-------- DATASET --------
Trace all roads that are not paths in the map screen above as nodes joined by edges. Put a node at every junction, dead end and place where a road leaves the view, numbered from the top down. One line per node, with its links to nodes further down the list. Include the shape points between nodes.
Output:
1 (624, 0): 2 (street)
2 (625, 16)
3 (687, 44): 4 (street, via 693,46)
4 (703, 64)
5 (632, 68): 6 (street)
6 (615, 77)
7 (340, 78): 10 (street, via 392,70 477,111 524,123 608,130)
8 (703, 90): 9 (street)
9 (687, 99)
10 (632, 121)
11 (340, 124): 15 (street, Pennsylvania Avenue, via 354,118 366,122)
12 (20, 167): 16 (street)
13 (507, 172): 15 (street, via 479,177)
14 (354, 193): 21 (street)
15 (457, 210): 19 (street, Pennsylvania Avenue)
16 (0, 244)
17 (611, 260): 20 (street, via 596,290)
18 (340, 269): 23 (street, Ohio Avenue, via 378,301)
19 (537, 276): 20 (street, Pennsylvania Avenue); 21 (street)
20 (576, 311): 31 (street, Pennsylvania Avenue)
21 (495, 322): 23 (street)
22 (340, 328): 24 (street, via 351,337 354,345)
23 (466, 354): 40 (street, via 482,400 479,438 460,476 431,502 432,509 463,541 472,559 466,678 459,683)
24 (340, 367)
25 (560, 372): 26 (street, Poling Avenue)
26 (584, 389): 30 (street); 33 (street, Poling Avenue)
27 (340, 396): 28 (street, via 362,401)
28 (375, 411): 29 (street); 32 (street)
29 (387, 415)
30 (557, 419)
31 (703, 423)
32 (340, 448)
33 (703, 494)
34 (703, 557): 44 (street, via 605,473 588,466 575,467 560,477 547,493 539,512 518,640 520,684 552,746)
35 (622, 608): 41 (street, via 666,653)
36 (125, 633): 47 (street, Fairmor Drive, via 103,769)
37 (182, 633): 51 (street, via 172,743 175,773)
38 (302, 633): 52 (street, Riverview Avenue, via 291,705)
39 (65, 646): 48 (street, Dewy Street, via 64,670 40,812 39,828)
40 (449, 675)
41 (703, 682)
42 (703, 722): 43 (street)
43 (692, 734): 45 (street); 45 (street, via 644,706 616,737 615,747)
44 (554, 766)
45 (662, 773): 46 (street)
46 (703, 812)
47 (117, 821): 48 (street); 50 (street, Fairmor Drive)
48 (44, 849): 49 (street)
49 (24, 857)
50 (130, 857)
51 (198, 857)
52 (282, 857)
--------
EXERCISE GOAL:
Read the data above. Pull out each line in which the string "Poling" appears.

SOLUTION FOR THIS TASK:
25 (560, 372): 26 (street, Poling Avenue)
26 (584, 389): 30 (street); 33 (street, Poling Avenue)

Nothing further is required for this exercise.